The five families who founded Independence Association couldn't have imagined that the tiny educational center they created for their disabled children in 1966 would grow to be such a large and integral part of Mid Coast Maine.

Today, Independence Association employs almost 250 people who serve over 400 individuals with disabilities in five counties. Its predecessor organization was started by just five families who wanted more for their children than they could get from the systems that existed at the time.

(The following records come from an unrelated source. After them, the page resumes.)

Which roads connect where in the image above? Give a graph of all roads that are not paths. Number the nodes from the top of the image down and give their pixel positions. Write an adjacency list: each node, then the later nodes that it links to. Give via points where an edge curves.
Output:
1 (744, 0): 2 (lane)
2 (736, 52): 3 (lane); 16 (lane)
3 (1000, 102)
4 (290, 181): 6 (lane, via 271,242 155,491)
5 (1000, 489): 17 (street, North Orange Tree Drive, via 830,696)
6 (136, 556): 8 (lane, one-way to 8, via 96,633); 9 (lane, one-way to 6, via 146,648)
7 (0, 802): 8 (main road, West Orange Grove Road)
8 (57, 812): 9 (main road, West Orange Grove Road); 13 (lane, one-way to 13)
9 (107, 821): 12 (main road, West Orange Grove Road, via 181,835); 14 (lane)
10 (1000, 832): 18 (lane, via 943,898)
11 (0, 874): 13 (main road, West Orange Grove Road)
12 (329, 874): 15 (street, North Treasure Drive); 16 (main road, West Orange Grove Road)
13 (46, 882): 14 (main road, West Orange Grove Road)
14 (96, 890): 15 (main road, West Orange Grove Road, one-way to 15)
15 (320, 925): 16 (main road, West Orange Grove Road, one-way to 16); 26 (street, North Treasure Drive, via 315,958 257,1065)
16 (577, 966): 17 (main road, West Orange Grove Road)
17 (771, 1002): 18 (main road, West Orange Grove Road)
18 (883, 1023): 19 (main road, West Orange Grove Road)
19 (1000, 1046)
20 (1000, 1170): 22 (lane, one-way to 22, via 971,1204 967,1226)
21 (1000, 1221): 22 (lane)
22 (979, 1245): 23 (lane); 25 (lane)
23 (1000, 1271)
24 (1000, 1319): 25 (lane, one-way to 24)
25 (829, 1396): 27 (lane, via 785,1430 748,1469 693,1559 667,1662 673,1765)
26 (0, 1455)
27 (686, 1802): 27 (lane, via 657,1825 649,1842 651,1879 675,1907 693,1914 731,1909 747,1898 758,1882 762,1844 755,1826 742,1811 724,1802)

Charles Payne Jr., Frances Payne, James Diemer, Doris Diemer, Gerard Philippon, Gloria Michaud, and Anne Donovan signed Articles of Incorporation on September 14, 1966, for what was then called the Youth Development Center (YDC) for Retarded Children, Inc. Its early activities focused on providing quality learning activities for children with intellectual disabilities.

Milestones

1977: The YDC opens its first residence, Independence House, in Freeport to provide a place where these growing-into-adults kids could live.

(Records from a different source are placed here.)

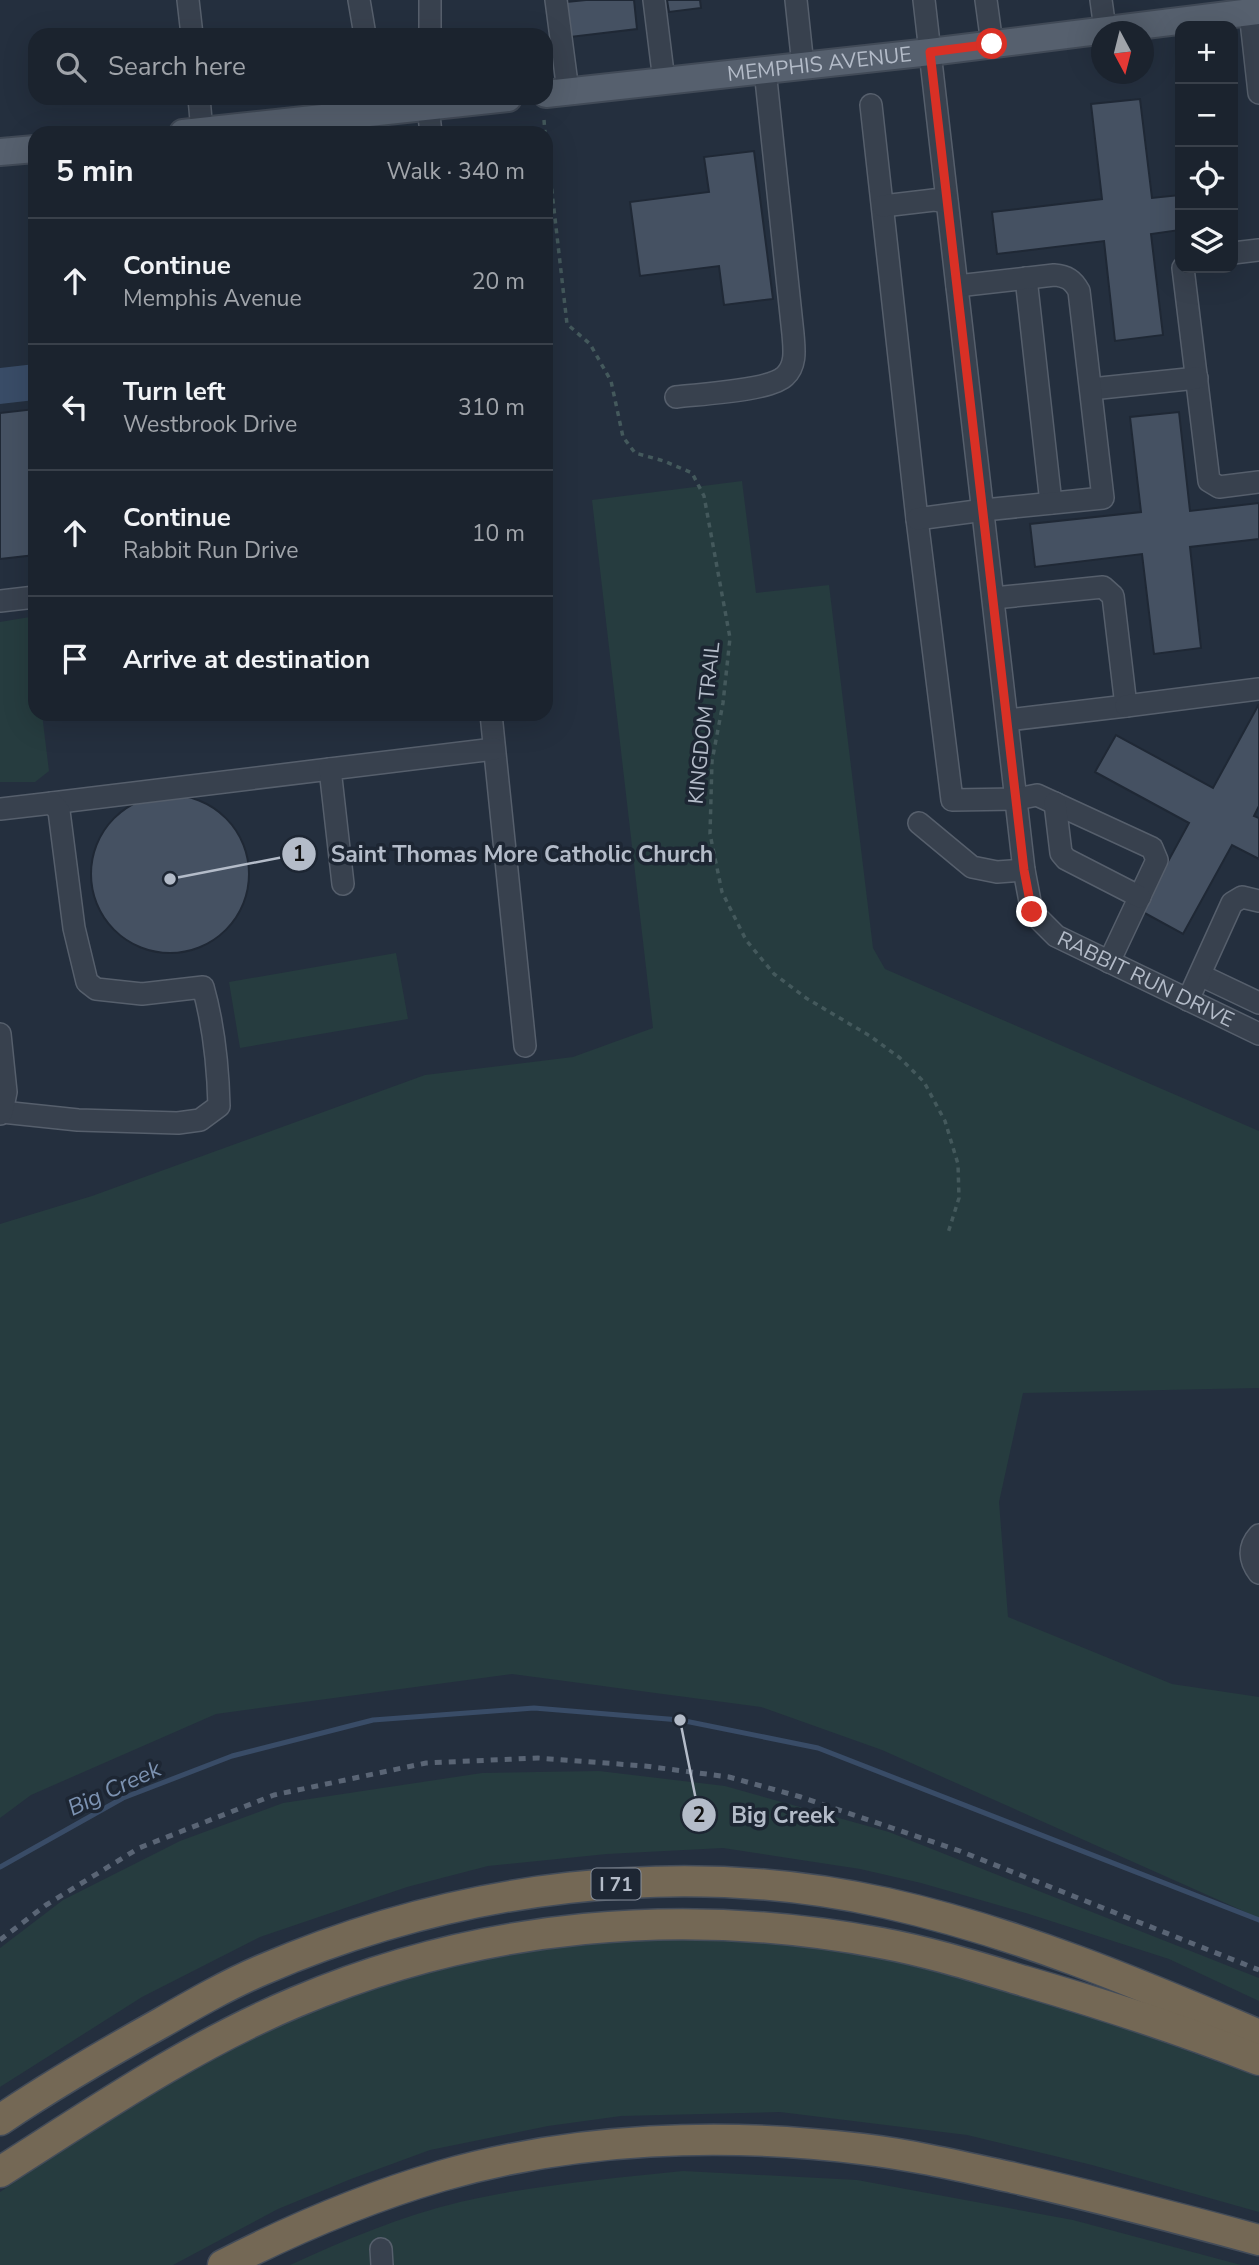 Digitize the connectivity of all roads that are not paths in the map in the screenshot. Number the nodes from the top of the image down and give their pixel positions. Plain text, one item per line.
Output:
1 (188, 0) edge
2 (359, 0) edge
3 (430, 0) edge
4 (556, 0) edge
5 (654, 0) edge
6 (781, 0) edge
7 (795, 0) edge
8 (924, 0) edge
9 (986, 0) edge
10 (1101, 0) edge
11 (1254, 12) edge
12 (1104, 21) edge
13 (1154, 23) edge
14 (190, 28) edge
15 (364, 28) edge
16 (430, 28) edge
17 (1091, 31) edge
18 (992, 44) junction
19 (930, 52) junction
20 (803, 65) junction
21 (765, 70) junction
22 (664, 81) junction
23 (557, 93) edge
24 (1259, 93) edge
25 (871, 104) dead end
26 (198, 105) edge
27 (372, 105) edge
28 (467, 105) edge
29 (431, 111) edge
30 (194, 126) edge
31 (301, 126) edge
32 (28, 150) edge
33 (0, 152) edge
34 (947, 202) junction
35 (884, 206) junction
36 (1259, 250) edge
37 (1238, 252) edge
38 (1184, 273) edge
39 (1026, 278) junction
40 (957, 286) junction
41 (1196, 378) junction
42 (1091, 389) junction
43 (676, 397) dead end
44 (1259, 482) edge
45 (1051, 503) junction
46 (984, 510) junction
47 (917, 519) junction
48 (28, 598) edge
49 (994, 598) junction
50 (0, 601) edge
51 (1259, 690) edge
52 (1126, 706) junction
53 (1008, 720) junction
54 (492, 721) edge
55 (494, 749) junction
56 (330, 769) junction
57 (1017, 799) junction
58 (52, 803) junction
59 (1055, 803) junction
60 (0, 809) edge
61 (919, 823) dead end
62 (1025, 874) junction
63 (343, 884) dead end
64 (1140, 897) junction
65 (1259, 901) edge
66 (1109, 962) junction
67 (1200, 975) junction
68 (1188, 1000) junction
69 (1259, 1003) edge
70 (0, 1034) edge
71 (1259, 1034) edge
72 (525, 1046) dead end
73 (1, 1113) edge
74 (1259, 1535) edge
75 (1259, 1573) edge
76 (1259, 2035) edge
77 (1259, 2060) edge
78 (0, 2120) edge
79 (0, 2172) edge
80 (1259, 2240) edge
81 (223, 2265) edge

1 - 14 street
2 - 15 street
3 - 16 street
4 - 23 street
5 - 22 street
6 - 7 street
7 - 20 street
8 - 19 street, RABBIT RUN DRIVE
9 - 18 street
10 - 12 street
11 - 13 main road, MEMPHIS AVENUE
11 - 24 street
17 - 18 main road, MEMPHIS AVENUE
18 - 19 main road, MEMPHIS AVENUE
19 - 20 main road, MEMPHIS AVENUE
19 - 34 street, RABBIT RUN DRIVE
20 - 21 main road, MEMPHIS AVENUE
21 - 22 main road, MEMPHIS AVENUE
21 - 43 street
22 - 23 main road, MEMPHIS AVENUE
25 - 35 street
26 - 30 street
27 - 29 main road
27 - 31 main road
28 - 29 main road
32 - 33 main road
34 - 35 street
34 - 40 street, RABBIT RUN DRIVE
35 - 47 street
36 - 37 street
38 - 41 street
39 - 40 street
39 - 42 street
39 - 45 street
40 - 46 street, RABBIT RUN DRIVE
41 - 42 street
41 - 44 street
42 - 45 street
45 - 46 street
46 - 47 street
46 - 49 street, RABBIT RUN DRIVE
47 - 57 street
48 - 50 street
49 - 52 street
49 - 53 street, RABBIT RUN DRIVE
51 - 52 street
52 - 53 street
53 - 57 street, RABBIT RUN DRIVE
54 - 55 street
55 - 56 street
55 - 72 street
56 - 58 street
56 - 63 street
57 - 59 street
57 - 62 street, RABBIT RUN DRIVE
58 - 60 street
58 - 73 street
59 - 64 street
59 - 64 street
61 - 62 street
62 - 66 street, RABBIT RUN DRIVE
64 - 66 street
65 - 67 street
66 - 68 street, RABBIT RUN DRIVE
67 - 68 street
67 - 69 street
68 - 71 street, RABBIT RUN DRIVE
70 - 73 street
74 - 75 street
76 - 78 highway, I 71
77 - 79 highway
80 - 81 highway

1978: Two YDC students become the first youth with intellectual disabilities to earn diplomas from Brunswick High School.

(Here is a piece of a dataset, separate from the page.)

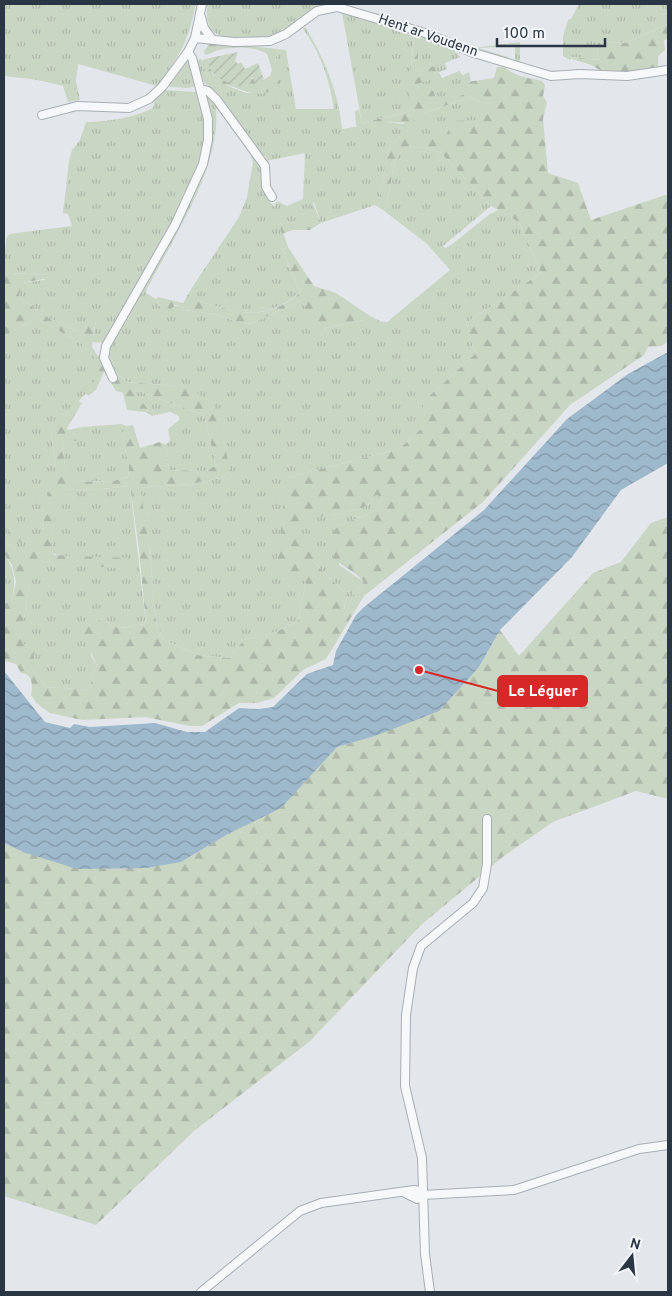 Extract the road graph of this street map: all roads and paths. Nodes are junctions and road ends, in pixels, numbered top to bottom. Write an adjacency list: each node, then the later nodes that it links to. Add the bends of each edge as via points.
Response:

1978: The renowned, arts-based Spindleworks program welcomes its first artist-members.
1979: A broad-based adult day program, now called EnvisionME, opens its doors.
1979: Name change signals new service growth into adult populations: The Youth Development Center for Retarded Children becomes The Independence Association for Retarded Citizens.
1980: Community Living and Employment Services programs begin to assist disabled adults learning to live on their own.
1992: Name change highlights our mission: Independence Association, Inc.
1998: Independence Association develops its Children’s In-Home Support Program.
2000: Targeted Case Management allows trained staff to guide clients through a wide range of agency and community resources.
2006: Independence Association plays a pivotal role in the elimination of State Institutions by assuming the responsibility to deinstitutionalize the Freeport Town Square residence operated by Maine DHHS. As a result, Independence Association opens four new group homes in greater Brunswick.
2011: The successful Spindleworks program is replicated in Hallowell, Maine as Spinoff Studio. The popular studio rapidly expanded and has since relocated to Gardiner.
Today: More than 400 adults and youth with disability receive the service and supports they deserve via Community Supports programs; 15 residential group homes; Adult and Children’s Case Management; Vocational Rehabilitation; Community and Shared Living; In-Home Supports; Psychological Consultation; and Behavior Analysis.